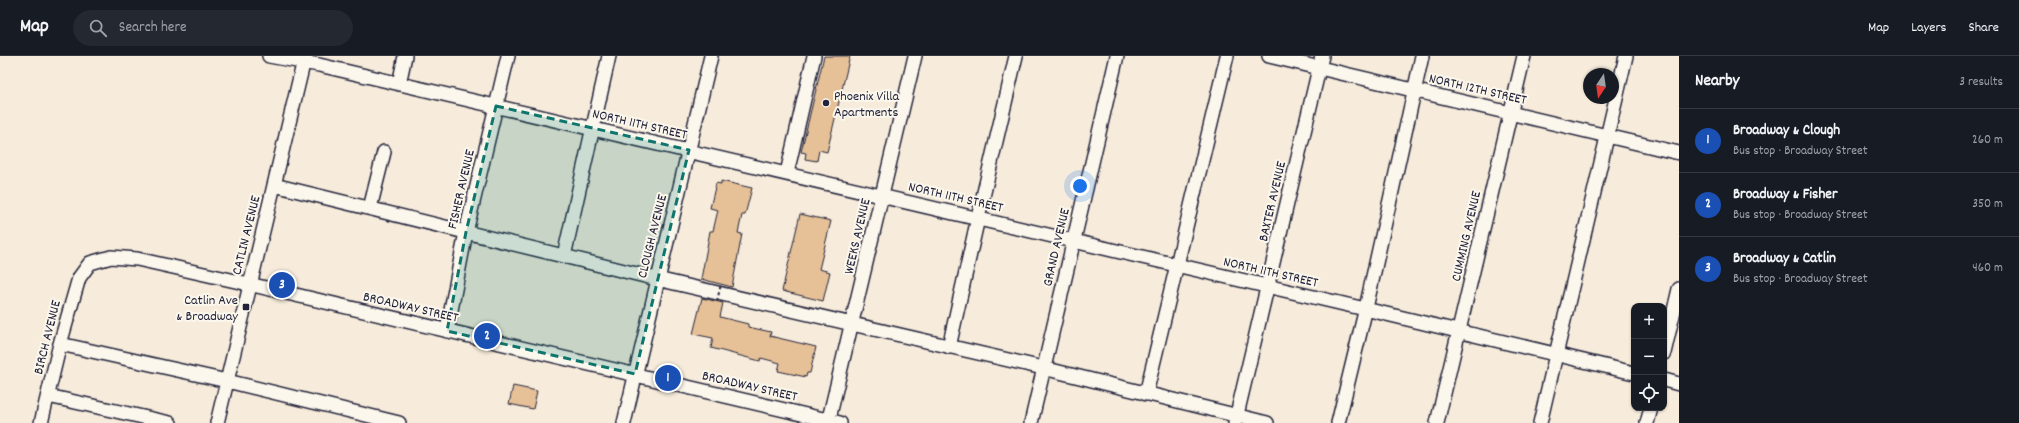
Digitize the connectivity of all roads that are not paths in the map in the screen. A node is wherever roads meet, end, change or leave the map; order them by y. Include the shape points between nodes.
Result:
1 (269, 56) edge
2 (405, 56) edge
3 (508, 56) edge
4 (609, 56) edge
5 (711, 56) edge
6 (814, 56) edge
7 (915, 56) edge
8 (1016, 56) edge
9 (1117, 56) edge
10 (1227, 56) edge
11 (1269, 56) edge
12 (1422, 56) edge
13 (1524, 56) edge
14 (1626, 56) edge
15 (304, 59) edge
16 (1320, 62) edge
17 (399, 84) junction
18 (1414, 89) junction
19 (496, 106) junction
20 (1510, 112) junction
21 (593, 129) junction
22 (1608, 135) junction
23 (689, 150) junction
24 (384, 152) dead end
25 (1679, 153) edge
26 (787, 173) junction
27 (274, 185) junction
28 (882, 195) junction
29 (370, 208) junction
30 (978, 218) junction
31 (466, 232) junction
32 (1074, 240) junction
33 (564, 256) junction
34 (90, 263) joint
35 (1177, 266) junction
36 (657, 279) junction
37 (249, 284) junction
38 (1267, 287) junction
39 (1679, 289) edge
40 (1366, 308) junction
41 (852, 323) junction
42 (1459, 330) junction
43 (447, 331) junction
44 (1667, 340) edge
45 (60, 344) junction
46 (949, 347) junction
47 (1555, 354) junction
48 (1043, 368) junction
49 (1631, 372) edge
50 (634, 374) junction
51 (227, 381) junction
52 (1667, 381) edge
53 (1679, 384) edge
54 (1146, 394) junction
55 (48, 396) junction
56 (1650, 411) edge
57 (1235, 419) edge
58 (833, 422) edge
59 (42, 423) edge
60 (170, 423) edge
61 (217, 423) edge
62 (399, 423) edge
63 (624, 423) edge
64 (1031, 423) edge
65 (1267, 423) edge
66 (1338, 423) edge
67 (1437, 423) edge
68 (1540, 423) edge
69 (1647, 423) edge

1 - 15 street, NORTH 11TH STREET
2 - 17 street
3 - 19 street, FISHER AVENUE
4 - 21 street
5 - 23 street, CLOUGH AVENUE
6 - 26 street
7 - 28 street, WEEKS AVENUE
8 - 30 street
9 - 32 street, GRAND AVENUE
10 - 35 street
11 - 16 street, NORTH 12TH STREET
12 - 18 street
13 - 20 street, CUMMING AVENUE
14 - 22 street
15 - 17 street, NORTH 11TH STREET
15 - 27 street, CATLIN AVENUE
16 - 18 street, NORTH 12TH STREET
16 - 38 street, BAXTER AVENUE
17 - 19 street, NORTH 11TH STREET
18 - 20 street, NORTH 12TH STREET
18 - 40 street
19 - 21 street, NORTH 11TH STREET
19 - 31 street, FISHER AVENUE
20 - 22 street, NORTH 12TH STREET
20 - 42 street, CUMMING AVENUE
21 - 23 street, NORTH 11TH STREET
21 - 33 street
22 - 25 street, NORTH 12TH STREET
22 - 47 street
23 - 26 street, NORTH 11TH STREET
23 - 36 street, CLOUGH AVENUE
24 - 29 street
26 - 28 street, NORTH 11TH STREET
27 - 29 street
27 - 37 street, CATLIN AVENUE
28 - 30 street, NORTH 11TH STREET
28 - 41 street, WEEKS AVENUE
29 - 31 street
30 - 32 street, NORTH 11TH STREET
30 - 46 street
31 - 33 street
31 - 43 street, FISHER AVENUE
32 - 35 street, NORTH 11TH STREET
32 - 48 street, GRAND AVENUE
33 - 36 street
34 - 37 street, BROADWAY STREET via 103,258 124,257
34 - 45 street, BIRCH AVENUE via 79,278
35 - 38 street, NORTH 11TH STREET
35 - 54 street
36 - 41 street
36 - 50 street, CLOUGH AVENUE
37 - 43 street, BROADWAY STREET
37 - 51 street, CATLIN AVENUE
38 - 40 street, NORTH 11TH STREET
38 - 57 street, BAXTER AVENUE
39 - 44 street
40 - 42 street, NORTH 11TH STREET
40 - 66 street
41 - 46 street
41 - 58 street, WEEKS AVENUE
42 - 47 street, NORTH 11TH STREET
42 - 67 street, CUMMING AVENUE
43 - 50 street, BROADWAY STREET
45 - 51 street
45 - 55 street, BIRCH AVENUE
46 - 48 street
47 - 49 street, NORTH 11TH STREET
47 - 68 street
48 - 54 street
48 - 64 street, GRAND AVENUE
50 - 58 street, BROADWAY STREET
50 - 63 street, CLOUGH AVENUE
51 - 61 street, CATLIN AVENUE
51 - 62 street
52 - 53 street
54 - 57 street
55 - 59 street, BIRCH AVENUE
55 - 60 street
56 - 69 street
57 - 65 street

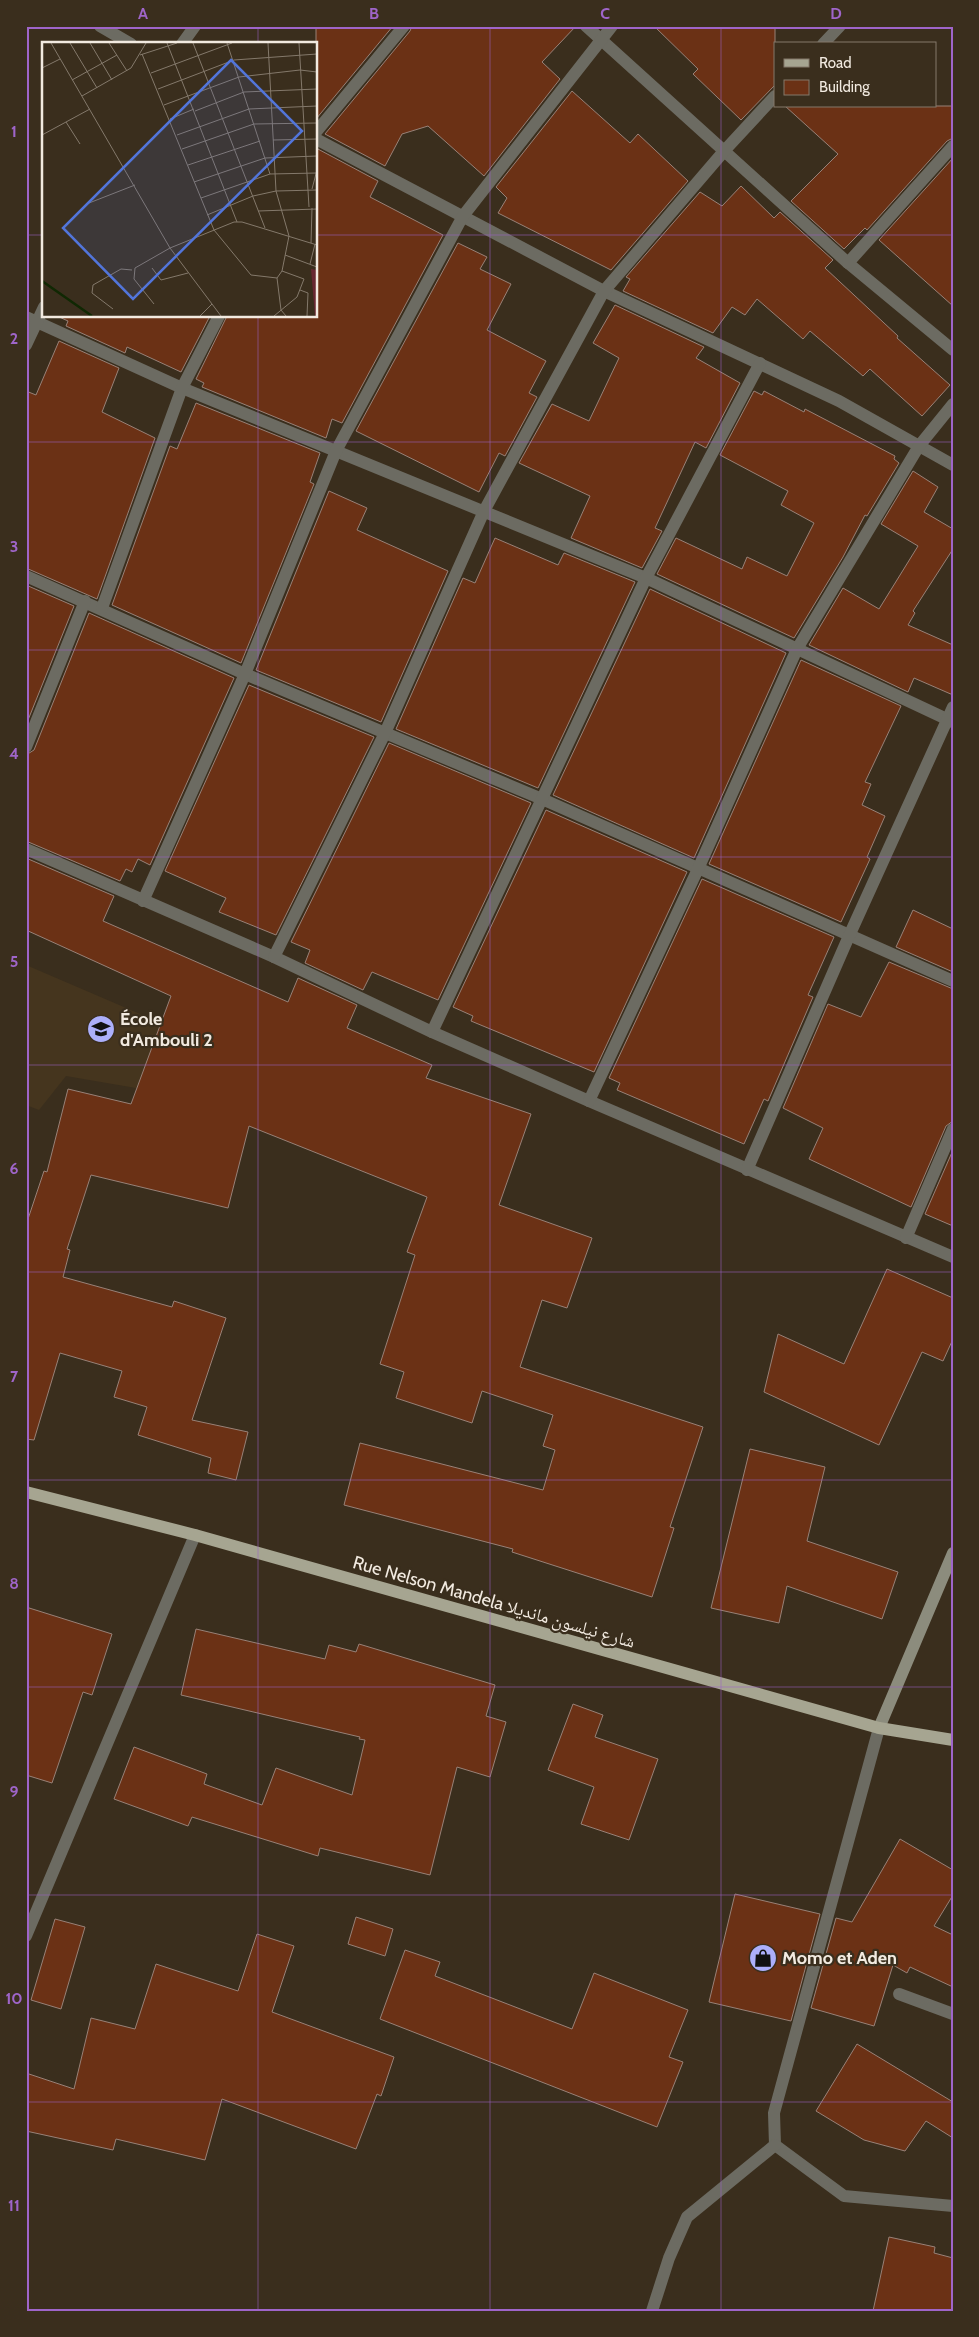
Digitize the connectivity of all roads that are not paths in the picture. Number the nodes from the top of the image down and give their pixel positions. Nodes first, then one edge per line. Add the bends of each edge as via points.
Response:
1 (100, 26) edge
2 (195, 26) edge
3 (404, 26) edge
4 (586, 26) edge
5 (612, 26) edge
6 (840, 26) edge
7 (601, 39) junction
8 (128, 42) edge
9 (183, 42) edge
10 (825, 42) edge
11 (774, 97) edge
12 (318, 130) edge
13 (318, 141) edge
14 (953, 146) edge
15 (725, 150) junction
16 (463, 216) junction
17 (848, 263) junction
18 (604, 290) junction
19 (42, 309) edge
20 (218, 318) edge
21 (31, 319) edge
22 (26, 345) edge
23 (953, 350) edge
24 (760, 363) junction
25 (182, 388) junction
26 (953, 404) edge
27 (919, 446) junction
28 (336, 451) junction
29 (953, 465) edge
30 (484, 511) junction
31 (26, 576) edge
32 (646, 578) junction
33 (85, 601) junction
34 (102, 608) junction
35 (797, 649) junction
36 (245, 674) junction
37 (953, 707) edge
38 (949, 720) edge
39 (385, 733) junction
40 (26, 747) edge
41 (542, 799) junction
42 (26, 849) edge
43 (698, 869) junction
44 (143, 900) junction
45 (849, 936) junction
46 (274, 957) junction
47 (953, 981) edge
48 (432, 1032) junction
49 (589, 1101) junction
50 (953, 1129) edge
51 (747, 1170) junction
52 (906, 1238) junction
53 (953, 1257) edge
54 (26, 1492) edge
55 (195, 1536) junction
56 (953, 1553) edge
57 (879, 1728) junction
58 (953, 1740) edge
59 (26, 1936) edge
60 (899, 1994) dead end
61 (953, 2014) edge
62 (775, 2145) junction
63 (953, 2206) edge
64 (652, 2311) edge

1 - 8 street
2 - 9 street
3 - 12 street
4 - 7 street
5 - 7 street
6 - 10 street
7 - 15 street
7 - 16 street
11 - 15 street
13 - 16 street
14 - 17 street
15 - 17 street
15 - 18 street
16 - 18 street
16 - 28 street
17 - 23 street
18 - 24 street
18 - 30 street
19 - 21 street
20 - 25 street
21 - 22 street
21 - 25 street
24 - 27 street via 839,401
24 - 32 street
25 - 28 street
25 - 34 street
26 - 27 street
27 - 29 street
27 - 35 street
28 - 30 street
28 - 36 street
30 - 32 street
30 - 39 street
31 - 33 street
32 - 35 street
32 - 41 street
33 - 34 street
33 - 40 street
34 - 36 street
35 - 38 street
35 - 43 street
36 - 39 street
36 - 44 street
37 - 38 street
38 - 45 street
39 - 41 street
39 - 46 street
41 - 43 street
41 - 48 street
42 - 44 street
43 - 45 street
43 - 49 street
44 - 46 street
45 - 47 street
45 - 51 street
46 - 48 street
48 - 49 street
49 - 51 street
50 - 52 street
51 - 52 street
52 - 53 street
54 - 55 main road, Rue Nelson Mandela شارع نيلسون مانديلا
55 - 57 main road, Rue Nelson Mandela شارع نيلسون مانديلا
55 - 59 street
56 - 57 street
57 - 58 main road, Rue Nelson Mandela شارع نيلسون مانديلا
57 - 62 street via 774,2113
60 - 61 street
62 - 63 street via 844,2196
62 - 64 street via 687,2217 669,2258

————

**YOUR OBJECTIVE:** Find the lines above that contain "Nelson" and give their count, with nothing added.

**ANSWER TO THIS PROBLEM:** 3